*How to complete this task:* What lines of the data hold the string "لسانی"? Pull each one out.

*Dataset extract:*
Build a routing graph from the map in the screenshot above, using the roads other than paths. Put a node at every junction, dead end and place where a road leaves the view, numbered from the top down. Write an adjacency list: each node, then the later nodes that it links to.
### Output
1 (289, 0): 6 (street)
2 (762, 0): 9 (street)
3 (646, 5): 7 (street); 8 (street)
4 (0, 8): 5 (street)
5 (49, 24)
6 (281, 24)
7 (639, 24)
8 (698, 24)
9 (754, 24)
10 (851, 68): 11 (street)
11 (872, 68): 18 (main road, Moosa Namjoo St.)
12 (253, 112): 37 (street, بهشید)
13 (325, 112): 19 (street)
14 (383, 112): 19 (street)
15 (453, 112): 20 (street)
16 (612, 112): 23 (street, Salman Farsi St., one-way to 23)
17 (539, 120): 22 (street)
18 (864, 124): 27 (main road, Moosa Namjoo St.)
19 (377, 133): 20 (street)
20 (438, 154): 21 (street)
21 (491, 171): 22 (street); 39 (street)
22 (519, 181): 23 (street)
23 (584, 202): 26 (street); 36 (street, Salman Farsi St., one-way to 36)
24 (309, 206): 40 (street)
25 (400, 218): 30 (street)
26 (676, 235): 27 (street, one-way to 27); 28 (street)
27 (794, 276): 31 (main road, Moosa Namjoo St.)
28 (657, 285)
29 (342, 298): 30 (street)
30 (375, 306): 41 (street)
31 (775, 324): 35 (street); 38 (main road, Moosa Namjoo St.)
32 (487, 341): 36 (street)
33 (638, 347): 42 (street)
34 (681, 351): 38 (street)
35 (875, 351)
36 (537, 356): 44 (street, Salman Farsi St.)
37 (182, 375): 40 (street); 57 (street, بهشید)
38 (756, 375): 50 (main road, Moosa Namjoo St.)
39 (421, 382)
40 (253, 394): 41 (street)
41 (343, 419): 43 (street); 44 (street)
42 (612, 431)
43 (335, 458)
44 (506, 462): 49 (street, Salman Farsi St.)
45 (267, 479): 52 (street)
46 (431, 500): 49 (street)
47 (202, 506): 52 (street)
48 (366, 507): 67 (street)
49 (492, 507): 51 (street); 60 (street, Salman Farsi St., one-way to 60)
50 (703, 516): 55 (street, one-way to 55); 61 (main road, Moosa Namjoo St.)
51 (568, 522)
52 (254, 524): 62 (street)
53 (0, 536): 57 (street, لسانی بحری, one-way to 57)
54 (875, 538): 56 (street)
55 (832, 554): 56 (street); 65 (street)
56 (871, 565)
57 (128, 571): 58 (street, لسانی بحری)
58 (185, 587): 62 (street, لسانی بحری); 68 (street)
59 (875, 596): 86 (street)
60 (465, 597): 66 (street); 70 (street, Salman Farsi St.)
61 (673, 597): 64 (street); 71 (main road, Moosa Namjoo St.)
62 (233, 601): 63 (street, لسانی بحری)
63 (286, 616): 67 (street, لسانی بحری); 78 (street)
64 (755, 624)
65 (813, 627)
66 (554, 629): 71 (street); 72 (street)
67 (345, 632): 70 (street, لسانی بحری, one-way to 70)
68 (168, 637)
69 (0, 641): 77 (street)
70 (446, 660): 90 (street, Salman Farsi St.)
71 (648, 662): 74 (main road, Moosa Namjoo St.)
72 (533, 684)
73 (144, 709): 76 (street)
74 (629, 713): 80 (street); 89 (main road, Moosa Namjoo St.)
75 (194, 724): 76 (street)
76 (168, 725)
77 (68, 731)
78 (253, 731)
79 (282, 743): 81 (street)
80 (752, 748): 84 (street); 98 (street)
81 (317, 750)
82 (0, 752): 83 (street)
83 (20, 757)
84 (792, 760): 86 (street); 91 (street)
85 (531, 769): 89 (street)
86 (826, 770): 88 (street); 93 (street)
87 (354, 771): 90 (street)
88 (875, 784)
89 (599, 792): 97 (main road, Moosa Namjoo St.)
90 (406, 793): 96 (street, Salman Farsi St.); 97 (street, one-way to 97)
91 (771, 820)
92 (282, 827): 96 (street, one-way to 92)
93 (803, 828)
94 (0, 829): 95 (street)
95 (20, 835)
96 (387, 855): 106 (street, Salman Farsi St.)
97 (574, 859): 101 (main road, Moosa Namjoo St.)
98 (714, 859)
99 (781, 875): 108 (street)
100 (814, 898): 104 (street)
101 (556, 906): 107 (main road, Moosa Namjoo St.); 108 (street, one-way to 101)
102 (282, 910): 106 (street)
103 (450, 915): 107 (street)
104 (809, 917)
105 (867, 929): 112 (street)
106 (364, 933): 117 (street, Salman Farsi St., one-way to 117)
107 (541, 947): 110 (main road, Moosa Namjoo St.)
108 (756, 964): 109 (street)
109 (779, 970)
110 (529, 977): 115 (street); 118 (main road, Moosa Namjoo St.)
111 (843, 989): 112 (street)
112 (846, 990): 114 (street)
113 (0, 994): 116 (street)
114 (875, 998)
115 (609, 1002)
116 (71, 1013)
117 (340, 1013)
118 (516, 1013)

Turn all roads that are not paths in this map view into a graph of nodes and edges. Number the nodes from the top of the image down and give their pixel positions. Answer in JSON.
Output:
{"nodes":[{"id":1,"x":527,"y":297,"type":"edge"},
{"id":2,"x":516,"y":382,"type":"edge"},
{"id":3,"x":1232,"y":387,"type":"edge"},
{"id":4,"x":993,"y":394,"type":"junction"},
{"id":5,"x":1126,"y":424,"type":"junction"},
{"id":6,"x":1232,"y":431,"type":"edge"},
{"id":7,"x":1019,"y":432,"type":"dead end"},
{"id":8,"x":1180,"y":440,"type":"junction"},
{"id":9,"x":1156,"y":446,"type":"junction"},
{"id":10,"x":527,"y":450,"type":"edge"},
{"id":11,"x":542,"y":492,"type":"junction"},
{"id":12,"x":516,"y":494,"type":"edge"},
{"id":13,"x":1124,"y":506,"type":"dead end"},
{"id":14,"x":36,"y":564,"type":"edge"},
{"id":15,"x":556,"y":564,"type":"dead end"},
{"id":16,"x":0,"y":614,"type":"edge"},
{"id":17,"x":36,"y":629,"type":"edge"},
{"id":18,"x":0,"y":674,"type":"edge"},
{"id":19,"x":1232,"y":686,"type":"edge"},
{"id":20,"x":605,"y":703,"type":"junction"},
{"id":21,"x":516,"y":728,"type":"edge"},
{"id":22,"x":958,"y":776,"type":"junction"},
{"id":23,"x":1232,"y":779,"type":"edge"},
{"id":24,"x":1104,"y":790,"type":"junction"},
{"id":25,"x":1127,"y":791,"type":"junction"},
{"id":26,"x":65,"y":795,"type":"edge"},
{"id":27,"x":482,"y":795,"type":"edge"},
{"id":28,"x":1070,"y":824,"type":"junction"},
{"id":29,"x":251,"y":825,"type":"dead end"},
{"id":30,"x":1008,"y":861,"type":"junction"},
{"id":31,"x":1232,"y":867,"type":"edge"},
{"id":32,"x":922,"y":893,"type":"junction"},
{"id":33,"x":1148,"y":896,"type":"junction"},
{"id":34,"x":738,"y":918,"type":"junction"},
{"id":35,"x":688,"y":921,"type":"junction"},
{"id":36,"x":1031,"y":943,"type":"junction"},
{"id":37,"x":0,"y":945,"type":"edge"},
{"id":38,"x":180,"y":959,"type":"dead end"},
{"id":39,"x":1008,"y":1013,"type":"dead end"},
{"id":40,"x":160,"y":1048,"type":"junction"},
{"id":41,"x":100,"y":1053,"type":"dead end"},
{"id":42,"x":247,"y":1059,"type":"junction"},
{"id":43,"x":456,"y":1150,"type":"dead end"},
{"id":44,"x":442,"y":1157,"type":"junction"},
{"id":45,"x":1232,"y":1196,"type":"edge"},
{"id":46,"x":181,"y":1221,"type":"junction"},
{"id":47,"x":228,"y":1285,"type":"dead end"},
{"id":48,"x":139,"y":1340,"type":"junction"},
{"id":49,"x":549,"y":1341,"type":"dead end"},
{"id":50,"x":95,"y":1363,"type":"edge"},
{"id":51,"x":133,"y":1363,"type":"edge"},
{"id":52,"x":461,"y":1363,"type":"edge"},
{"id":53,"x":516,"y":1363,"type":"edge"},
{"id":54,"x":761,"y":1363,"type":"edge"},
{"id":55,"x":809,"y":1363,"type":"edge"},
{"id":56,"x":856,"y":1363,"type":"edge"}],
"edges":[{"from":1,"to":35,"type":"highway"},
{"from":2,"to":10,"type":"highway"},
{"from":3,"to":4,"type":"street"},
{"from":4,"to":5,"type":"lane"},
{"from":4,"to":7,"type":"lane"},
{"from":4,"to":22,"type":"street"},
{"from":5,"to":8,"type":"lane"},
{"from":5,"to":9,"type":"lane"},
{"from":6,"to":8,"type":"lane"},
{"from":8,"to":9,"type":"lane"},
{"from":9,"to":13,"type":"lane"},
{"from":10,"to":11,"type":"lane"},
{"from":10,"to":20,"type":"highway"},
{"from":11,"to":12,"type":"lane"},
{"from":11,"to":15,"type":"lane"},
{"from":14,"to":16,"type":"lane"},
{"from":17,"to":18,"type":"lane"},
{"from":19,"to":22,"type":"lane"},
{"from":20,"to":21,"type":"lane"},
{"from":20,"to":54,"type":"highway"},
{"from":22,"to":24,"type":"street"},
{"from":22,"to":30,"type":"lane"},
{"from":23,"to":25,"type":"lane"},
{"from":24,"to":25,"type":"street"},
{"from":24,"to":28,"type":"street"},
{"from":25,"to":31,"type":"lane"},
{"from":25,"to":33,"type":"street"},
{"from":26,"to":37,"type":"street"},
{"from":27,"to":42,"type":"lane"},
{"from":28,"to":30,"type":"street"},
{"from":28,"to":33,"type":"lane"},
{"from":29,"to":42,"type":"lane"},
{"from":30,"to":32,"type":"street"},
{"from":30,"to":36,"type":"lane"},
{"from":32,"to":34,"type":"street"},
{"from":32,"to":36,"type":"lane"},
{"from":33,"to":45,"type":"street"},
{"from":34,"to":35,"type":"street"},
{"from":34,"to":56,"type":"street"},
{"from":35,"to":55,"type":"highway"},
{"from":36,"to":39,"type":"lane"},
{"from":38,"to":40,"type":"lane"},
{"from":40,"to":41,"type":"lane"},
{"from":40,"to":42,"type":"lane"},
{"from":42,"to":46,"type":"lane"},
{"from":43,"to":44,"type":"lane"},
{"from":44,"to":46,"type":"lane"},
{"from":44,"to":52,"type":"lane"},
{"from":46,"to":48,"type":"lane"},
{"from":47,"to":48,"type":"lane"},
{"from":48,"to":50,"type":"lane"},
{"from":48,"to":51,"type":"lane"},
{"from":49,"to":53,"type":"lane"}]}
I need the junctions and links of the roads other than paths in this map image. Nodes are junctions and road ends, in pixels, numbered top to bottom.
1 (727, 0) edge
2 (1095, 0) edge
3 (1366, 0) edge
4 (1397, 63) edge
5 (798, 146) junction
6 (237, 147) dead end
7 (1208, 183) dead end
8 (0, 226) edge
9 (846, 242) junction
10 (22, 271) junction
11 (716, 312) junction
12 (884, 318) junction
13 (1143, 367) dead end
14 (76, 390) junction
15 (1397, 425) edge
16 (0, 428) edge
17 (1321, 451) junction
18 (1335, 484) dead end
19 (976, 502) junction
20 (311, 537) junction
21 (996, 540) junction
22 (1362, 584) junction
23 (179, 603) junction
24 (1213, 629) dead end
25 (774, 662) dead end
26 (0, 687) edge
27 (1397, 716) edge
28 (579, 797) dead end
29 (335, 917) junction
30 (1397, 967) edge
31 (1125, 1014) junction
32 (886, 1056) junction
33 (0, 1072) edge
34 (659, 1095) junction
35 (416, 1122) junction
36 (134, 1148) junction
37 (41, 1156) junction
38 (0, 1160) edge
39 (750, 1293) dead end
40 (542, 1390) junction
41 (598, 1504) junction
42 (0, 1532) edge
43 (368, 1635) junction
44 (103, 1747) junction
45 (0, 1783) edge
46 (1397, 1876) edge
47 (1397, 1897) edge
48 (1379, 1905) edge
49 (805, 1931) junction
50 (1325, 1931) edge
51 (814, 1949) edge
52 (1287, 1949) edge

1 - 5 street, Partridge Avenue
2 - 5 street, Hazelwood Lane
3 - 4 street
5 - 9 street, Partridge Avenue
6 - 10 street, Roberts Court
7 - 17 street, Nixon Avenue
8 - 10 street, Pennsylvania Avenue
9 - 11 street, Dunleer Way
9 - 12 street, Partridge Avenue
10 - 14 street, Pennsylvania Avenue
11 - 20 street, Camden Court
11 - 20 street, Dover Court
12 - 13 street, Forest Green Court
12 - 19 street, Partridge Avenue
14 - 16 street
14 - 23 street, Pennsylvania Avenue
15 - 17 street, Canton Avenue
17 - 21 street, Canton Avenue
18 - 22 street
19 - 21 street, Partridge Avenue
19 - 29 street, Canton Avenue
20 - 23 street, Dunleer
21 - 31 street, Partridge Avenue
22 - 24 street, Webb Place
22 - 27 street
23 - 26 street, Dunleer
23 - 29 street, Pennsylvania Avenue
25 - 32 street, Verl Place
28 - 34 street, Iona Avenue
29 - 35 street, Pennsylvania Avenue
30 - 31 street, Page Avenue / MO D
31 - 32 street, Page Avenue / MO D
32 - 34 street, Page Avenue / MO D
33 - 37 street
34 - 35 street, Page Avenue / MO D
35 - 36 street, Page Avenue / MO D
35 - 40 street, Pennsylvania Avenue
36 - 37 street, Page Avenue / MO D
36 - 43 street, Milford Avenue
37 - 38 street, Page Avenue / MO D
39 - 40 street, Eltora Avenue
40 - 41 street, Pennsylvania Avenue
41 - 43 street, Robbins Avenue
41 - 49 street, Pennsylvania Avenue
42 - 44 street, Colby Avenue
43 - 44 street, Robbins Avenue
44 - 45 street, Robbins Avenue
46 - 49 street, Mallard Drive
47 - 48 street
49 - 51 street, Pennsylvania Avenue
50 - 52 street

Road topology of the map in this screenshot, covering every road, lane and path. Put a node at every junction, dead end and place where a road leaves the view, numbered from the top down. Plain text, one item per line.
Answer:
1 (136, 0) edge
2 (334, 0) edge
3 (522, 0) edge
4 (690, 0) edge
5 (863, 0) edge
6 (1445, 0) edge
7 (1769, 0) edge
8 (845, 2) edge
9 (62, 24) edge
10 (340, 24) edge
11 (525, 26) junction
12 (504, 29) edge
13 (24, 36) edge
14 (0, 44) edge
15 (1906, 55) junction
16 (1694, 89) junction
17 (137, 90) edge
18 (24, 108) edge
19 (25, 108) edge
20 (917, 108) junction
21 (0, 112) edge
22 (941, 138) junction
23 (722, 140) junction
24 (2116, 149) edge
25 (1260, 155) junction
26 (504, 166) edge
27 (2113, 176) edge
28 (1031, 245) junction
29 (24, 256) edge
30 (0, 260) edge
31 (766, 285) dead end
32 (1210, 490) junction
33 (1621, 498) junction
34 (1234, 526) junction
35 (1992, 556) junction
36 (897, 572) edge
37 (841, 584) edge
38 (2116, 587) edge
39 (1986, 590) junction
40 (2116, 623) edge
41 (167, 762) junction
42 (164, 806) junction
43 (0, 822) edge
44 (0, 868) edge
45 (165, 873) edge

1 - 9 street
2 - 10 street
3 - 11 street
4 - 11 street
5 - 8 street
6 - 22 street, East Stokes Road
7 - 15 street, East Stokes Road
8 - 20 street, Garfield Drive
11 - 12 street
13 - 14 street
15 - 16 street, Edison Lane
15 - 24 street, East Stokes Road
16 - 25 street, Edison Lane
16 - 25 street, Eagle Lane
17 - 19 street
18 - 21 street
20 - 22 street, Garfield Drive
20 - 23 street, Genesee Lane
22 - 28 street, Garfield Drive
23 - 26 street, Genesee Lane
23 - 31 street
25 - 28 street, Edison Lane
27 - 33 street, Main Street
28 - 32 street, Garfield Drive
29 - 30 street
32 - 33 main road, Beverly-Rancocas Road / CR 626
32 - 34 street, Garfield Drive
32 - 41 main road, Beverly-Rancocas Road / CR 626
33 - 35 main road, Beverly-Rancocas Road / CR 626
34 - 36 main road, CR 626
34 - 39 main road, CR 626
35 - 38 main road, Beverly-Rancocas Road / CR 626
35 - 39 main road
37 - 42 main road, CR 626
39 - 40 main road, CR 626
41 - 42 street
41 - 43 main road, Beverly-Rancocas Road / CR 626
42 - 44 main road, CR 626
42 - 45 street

*Exercise answer:*
53 (0, 536): 57 (street, لسانی بحری, one-way to 57)
57 (128, 571): 58 (street, لسانی بحری)
58 (185, 587): 62 (street, لسانی بحری); 68 (street)
62 (233, 601): 63 (street, لسانی بحری)
63 (286, 616): 67 (street, لسانی بحری); 78 (street)
67 (345, 632): 70 (street, لسانی بحری, one-way to 70)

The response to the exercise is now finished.